Ну какбы уже давно существует описание формата crypttab(5), в котором описана работа keyscript
Ребята из systemd решили, что этот crypttab - неправильный и написали свой, без keyscript, precheck, check, с переименованием некоторых других опций и добавлением systemd-специфичных опций.

Написать свой, альтернативный crypttab - это и есть выпилить из оригинального ненужные опции.

давно существует описание формата crypttab(5), в котором описана работа keyscript

http://linux.die.net/man/5/crypttab — не вижу. «Ребята из systemd» не обязаны имплементить дебианоспецифичные расширения. Это задача мейнтейнеров systemd в Debian.

учитывая, что «The /etc/crypttab file format is based on the Debian cryptsetup package» - «дебианоспецифичные расширения» - это и есть нормальный формат cryptesetup, а все остальное - дистрибутивоспецифичные расширения.

Нет, конечно. «Based on» — это именно «based on». От того, что в одном дистрибутиве что-то сделали, остальные дистрибутивы/проекты не становятся внезапно обязанными делать то же самое.

вообще если уж на то пошло, то мейнтейнеры systemd в Debian предлагали апстриму изменения, которые исправили бы этот недостаток, но аргументация апстрима в лице ЛП была удивительно хороша - вы не используете dbus, поэтому патчи я принимать не буду.

мейнтейнеры systemd в Debian предлагали апстриму изменения

вы не используете dbus, поэтому патчи я принимать не буду.

Где?

в списке рассылки, где же ещё

Не нашёл.

Леннарт предлагает вместо того, чтобы добавлять в systemd'шную инфраструктуру ask-password поддержку нетекстовых парольных фраз, воспользоваться сразу kernel keyring. И, чтобы два раза не ходить, взаимодействие между агентами было предложено перепилить с сокетов и inotify на kdbus.

И как бы он имеет полное право просить, чтобы в апстрим входили только «идейно» правильные решения. Почему мейнтейнеры не согласились применить патч (который вроде как даже был написан) локально — спрашивать нужно у них.

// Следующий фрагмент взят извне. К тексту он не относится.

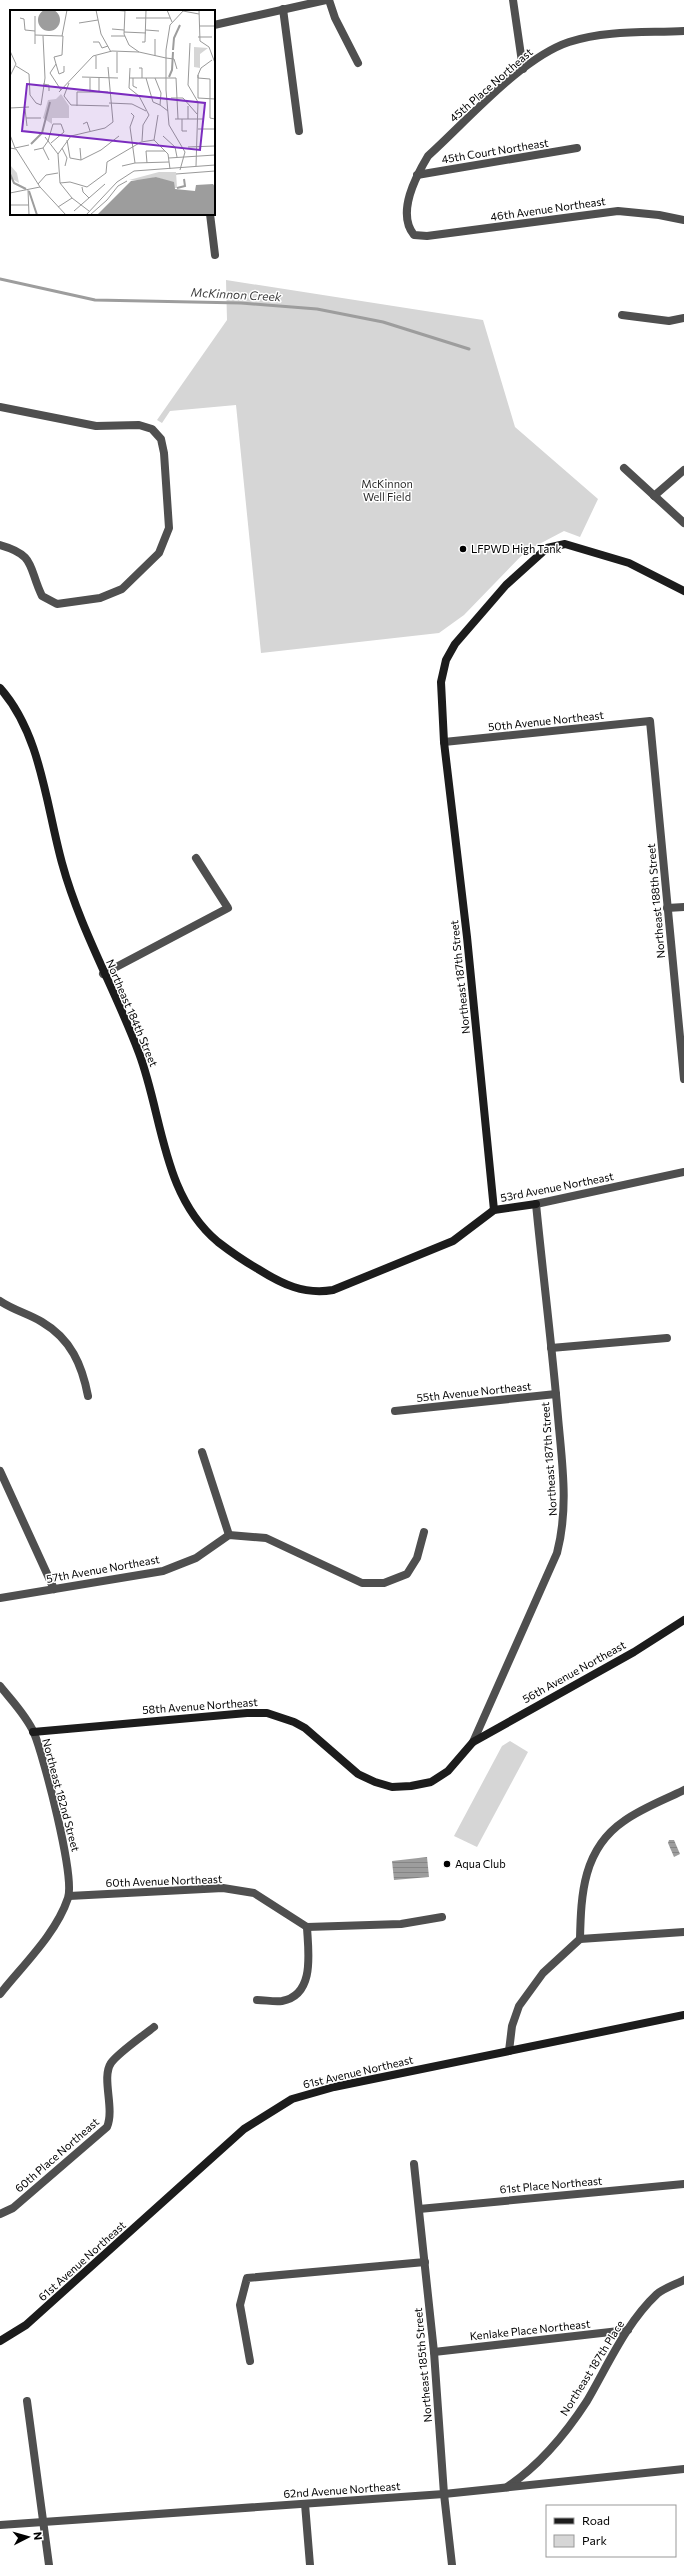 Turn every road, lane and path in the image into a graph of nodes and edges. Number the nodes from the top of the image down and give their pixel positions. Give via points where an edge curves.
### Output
1 (326, 0) edge
2 (329, 0) edge
3 (513, 0) edge
4 (284, 9) junction
5 (215, 25) edge
6 (684, 31) edge
7 (358, 62) dead end
8 (523, 69) junction
9 (299, 131) dead end
10 (577, 148) dead end
11 (417, 175) junction
12 (210, 215) edge
13 (684, 220) edge
14 (414, 235) joint
15 (215, 255) dead end
16 (622, 315) dead end
17 (684, 318) edge
18 (0, 407) edge
19 (624, 468) dead end
20 (684, 470) edge
21 (654, 496) junction
22 (684, 523) edge
23 (0, 545) edge
24 (684, 591) edge
25 (0, 688) edge
26 (650, 721) joint
27 (444, 742) junction
28 (196, 858) dead end
29 (684, 907) edge
30 (667, 908) junction
31 (103, 974) junction
32 (682, 1033) edge
33 (684, 1079) edge
34 (684, 1172) edge
35 (536, 1204) junction
36 (494, 1210) junction
37 (333, 1290) joint
38 (0, 1302) edge
39 (667, 1338) dead end
40 (551, 1348) junction
41 (556, 1394) junction
42 (88, 1396) dead end
43 (394, 1411) dead end
44 (202, 1452) dead end
45 (0, 1471) edge
46 (424, 1532) dead end
47 (230, 1535) junction
48 (54, 1589) junction
49 (0, 1598) edge
50 (684, 1620) edge
51 (0, 1686) edge
52 (33, 1732) junction
53 (473, 1742) junction
54 (684, 1790) edge
55 (69, 1896) junction
56 (442, 1917) dead end
57 (307, 1927) junction
58 (684, 1932) edge
59 (580, 1939) junction
60 (0, 1994) edge
61 (257, 2000) dead end
62 (684, 2015) edge
63 (154, 2027) dead end
64 (509, 2051) junction
65 (414, 2164) dead end
66 (684, 2184) edge
67 (419, 2209) junction
68 (0, 2214) edge
69 (425, 2262) junction
70 (684, 2280) edge
71 (628, 2330) junction
72 (0, 2341) edge
73 (434, 2352) junction
74 (250, 2361) dead end
75 (26, 2401) dead end
76 (684, 2469) edge
77 (506, 2488) junction
78 (444, 2494) junction
79 (305, 2504) junction
80 (43, 2523) junction
81 (0, 2525) edge
82 (49, 2565) edge
83 (310, 2565) edge
84 (452, 2565) edge

1 - 4 street
2 - 7 street
3 - 8 street
4 - 5 street
4 - 9 street
6 - 8 street, 45th Place Northeast via 624,32 597,36 569,43 539,56
8 - 11 street, 45th Place Northeast via 428,156
10 - 11 street, 45th Court Northeast
11 - 14 street, 45th Place Northeast via 407,217 409,228
12 - 15 street
13 - 14 street, 46th Avenue Northeast via 618,211 427,236
16 - 17 street via 669,321
18 - 23 street via 96,426 139,425 152,429 161,439 164,453 169,528 159,553 122,589 100,598 57,604 42,596 32,566 24,555 13,548
19 - 21 street
20 - 21 street
21 - 22 street
24 - 27 street, Northeast 187th Street via 629,563 565,544 547,548 525,565 506,585 455,644 446,660 441,682
25 - 31 street, Northeast 184th Street via 11,700 30,740 70,890
26 - 27 street, 50th Avenue Northeast
26 - 30 street, Northeast 188th Street
27 - 36 street, Northeast 187th Street via 467,937
28 - 31 street via 228,908
29 - 30 street
30 - 32 street, Northeast 188th Street
31 - 37 street, Northeast 184th Street via 139,1051 173,1176 195,1217 217,1241 278,1282 303,1290
32 - 33 street, Northeast 188th Street
34 - 35 street, 53rd Avenue Northeast
35 - 36 street, 53rd Avenue Northeast
35 - 40 street, Northeast 187th Street
36 - 37 street, 53rd Avenue Northeast via 453,1241
38 - 42 street via 43,1322 64,1339 78,1358
39 - 40 street
40 - 41 street, Northeast 187th Street
41 - 43 street, 55th Avenue Northeast
41 - 53 street, Northeast 187th Street via 565,1506 564,1528 557,1552
44 - 47 street
45 - 48 street
46 - 47 street via 417,1558 407,1574 384,1583 362,1583 266,1538
47 - 48 street, 57th Avenue Northeast via 196,1558 164,1571
48 - 49 street, 57th Avenue Northeast
50 - 53 street, 56th Avenue Northeast via 634,1652
51 - 52 street, Northeast 182nd Street
52 - 53 street, 58th Avenue Northeast via 240,1713 267,1713 299,1725 358,1774 392,1787 431,1782 448,1771
52 - 55 street, Northeast 182nd Street via 65,1849
54 - 59 street via 624,1820 610,1831 597,1847 588,1866 582,1891
55 - 57 street, 60th Avenue Northeast via 223,1888 254,1893
55 - 60 street via 54,1926
56 - 57 street via 401,1924
57 - 61 street via 309,1974 302,1986 283,2001
58 - 59 street
59 - 64 street via 543,1973 523,2000 512,2026
62 - 64 street, 61st Avenue Northeast
63 - 68 street, 60th Place Northeast via 111,2063 108,2073 111,2117 107,2127 12,2208
64 - 72 street, 61st Avenue Northeast via 334,2087 292,2099 273,2109 244,2129 26,2325
65 - 67 street, Northeast 185th Street
66 - 67 street, 61st Place Northeast
67 - 69 street, Northeast 185th Street
69 - 73 street, Northeast 185th Street
69 - 74 street via 247,2278 240,2305
70 - 71 street, Northeast 187th Place via 658,2294
71 - 73 street, Kenlake Place Northeast
71 - 77 street, Northeast 187th Place via 586,2402 549,2452 529,2472
73 - 78 street, Northeast 185th Street
75 - 80 street
76 - 77 street, 62nd Avenue Northeast
77 - 78 street, 62nd Avenue Northeast
78 - 79 street, 62nd Avenue Northeast
78 - 84 street, Northeast 185th Street
79 - 80 street, 62nd Avenue Northeast
79 - 83 street
80 - 81 street, 62nd Avenue Northeast
80 - 82 street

взаимодействие между агентами было предложено перепилить с сокетов и inotify на kdbus.

Вот же они, положила.

Почему мейнтейнеры не согласились применить патч локально

Если мне не изменяет память одним из достоинств убийцы sysvinit провозглашалась унификация между дистрибутивами. Если пойти по тому пути что ты предлагаешь через 5 лет у каждого дистрибутива будет свой несовместимый с остальными systemd, а через 10 администратор RHEL должен будет день разбираться чтобы понять как настроить включение сервиса в Gentoo.